Das kann jedoch den Wert der Berliner Architekturzeichnungen in keiner Weise schmälern. Ihnen ist die Zweite Hälfte des Bandes gewidmet - mit Recht, wie man feststellen muss, denn zum einen wird die Architekturzeichnung gegenwärtig in der Kunstgeschichtsforschung immer bedeutender - für Baurekonstruktionen ebenso wie für den Werkprozess. Zum anderen bieten die Berliner Architekturzeichnungen Meisterwerke von höchstem Rang, die es verdienen, einem breiten Publikum gezeigt zu werden. In den verschiedenen Aufsätzen, die mit sehr guten Abbildungen versehen sind, kommt der Architekturzeichnung ein geradezu ursprünglicher Quellenwert zu, der viele Berliner Bauten in neuem Licht erscheinen lässt. Hervorragend dokumentiert ist die turbulente Planungs- und Entstehungsgeschichte der Parochialkirche, von deren Zeichnungen einige noch nicht zugeschrieben sind. Beachtlich ist auch Schlüters zart-plastische, lavierte Federzeichnung zum Landhaus Kameke - die einzige auf uns gekommene, die einen ausgeführten Bau Schlüters betrifft, sofern sie wirklich von Schlüter ist, was der Autor Guido Hinterkeuser aber überzeugend nachweisen kann.

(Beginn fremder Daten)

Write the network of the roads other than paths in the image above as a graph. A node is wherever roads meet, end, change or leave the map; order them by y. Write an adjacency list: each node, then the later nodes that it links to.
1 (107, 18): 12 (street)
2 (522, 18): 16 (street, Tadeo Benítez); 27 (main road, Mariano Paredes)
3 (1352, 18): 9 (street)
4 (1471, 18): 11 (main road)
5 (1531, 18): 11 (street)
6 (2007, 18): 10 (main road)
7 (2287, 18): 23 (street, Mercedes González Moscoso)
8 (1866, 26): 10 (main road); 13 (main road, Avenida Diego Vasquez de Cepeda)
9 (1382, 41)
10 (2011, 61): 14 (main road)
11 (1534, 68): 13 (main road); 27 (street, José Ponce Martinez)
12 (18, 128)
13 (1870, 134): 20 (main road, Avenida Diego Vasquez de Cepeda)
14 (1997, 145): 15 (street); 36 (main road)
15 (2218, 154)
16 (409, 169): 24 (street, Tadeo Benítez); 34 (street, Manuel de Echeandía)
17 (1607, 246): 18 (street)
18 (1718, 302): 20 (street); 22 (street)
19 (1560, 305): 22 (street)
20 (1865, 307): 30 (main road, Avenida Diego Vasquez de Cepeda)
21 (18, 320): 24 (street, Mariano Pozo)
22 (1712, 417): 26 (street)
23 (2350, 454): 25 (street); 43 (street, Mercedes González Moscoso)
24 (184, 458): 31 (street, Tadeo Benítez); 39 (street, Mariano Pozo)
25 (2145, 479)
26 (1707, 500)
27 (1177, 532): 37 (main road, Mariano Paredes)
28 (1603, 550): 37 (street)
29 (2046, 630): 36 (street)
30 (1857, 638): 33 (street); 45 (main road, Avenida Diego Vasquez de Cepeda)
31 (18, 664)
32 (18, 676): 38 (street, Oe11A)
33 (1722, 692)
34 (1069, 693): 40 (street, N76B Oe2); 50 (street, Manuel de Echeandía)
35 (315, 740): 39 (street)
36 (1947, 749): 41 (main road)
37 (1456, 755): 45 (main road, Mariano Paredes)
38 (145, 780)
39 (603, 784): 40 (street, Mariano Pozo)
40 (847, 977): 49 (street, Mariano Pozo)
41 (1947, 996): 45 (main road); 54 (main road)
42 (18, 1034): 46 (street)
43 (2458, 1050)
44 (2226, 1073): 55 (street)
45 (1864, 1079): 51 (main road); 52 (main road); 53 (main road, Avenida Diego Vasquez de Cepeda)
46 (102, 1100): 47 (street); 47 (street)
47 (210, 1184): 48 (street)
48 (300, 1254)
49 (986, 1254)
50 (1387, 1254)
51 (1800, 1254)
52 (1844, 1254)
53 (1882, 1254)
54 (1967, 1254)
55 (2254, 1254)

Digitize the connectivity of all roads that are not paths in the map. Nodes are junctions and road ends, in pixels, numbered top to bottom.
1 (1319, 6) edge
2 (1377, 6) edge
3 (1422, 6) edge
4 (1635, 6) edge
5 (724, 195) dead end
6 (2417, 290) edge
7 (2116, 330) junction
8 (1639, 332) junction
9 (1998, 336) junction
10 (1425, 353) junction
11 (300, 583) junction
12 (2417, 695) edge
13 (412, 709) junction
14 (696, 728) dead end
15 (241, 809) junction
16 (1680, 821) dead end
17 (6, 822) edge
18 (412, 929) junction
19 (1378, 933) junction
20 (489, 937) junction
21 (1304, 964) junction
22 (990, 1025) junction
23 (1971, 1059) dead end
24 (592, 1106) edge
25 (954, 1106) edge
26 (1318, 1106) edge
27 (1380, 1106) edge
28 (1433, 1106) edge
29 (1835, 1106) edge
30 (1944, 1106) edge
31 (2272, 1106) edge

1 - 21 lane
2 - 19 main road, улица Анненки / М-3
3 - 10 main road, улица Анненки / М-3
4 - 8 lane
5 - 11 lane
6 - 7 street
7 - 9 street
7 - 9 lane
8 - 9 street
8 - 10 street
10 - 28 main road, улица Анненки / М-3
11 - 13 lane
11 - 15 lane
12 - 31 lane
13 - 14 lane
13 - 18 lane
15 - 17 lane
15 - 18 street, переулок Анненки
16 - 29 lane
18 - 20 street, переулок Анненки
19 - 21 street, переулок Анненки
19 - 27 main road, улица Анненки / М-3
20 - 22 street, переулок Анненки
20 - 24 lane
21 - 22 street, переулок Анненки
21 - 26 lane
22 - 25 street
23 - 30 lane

Doch spätestens bei den zahllosen Entwurfszeichnungen aus dem Umkreis Johann Fridrich Eosanders und Jean de Bodts wird klar, dass die überproportionale Bedeutung Schlüters für den Berliner Barock nicht in Frage gestellt, aber wenigstens revidiert werden muss. Dafür plädiert auch Hans-Joachim Kuke, der in seinem Artikel zu Jean de Bodt darauf verweist, dass letzterer und Eosander von ihren Zeitgenossen mindestens genauso geschätzt wurden. Die Kunstgeschichte hat - wie wir sehen - in der Preußenforschung noch viel zu tun. Der vorliegende Tagungsband leistet dazu einen konstruktiven Beitrag.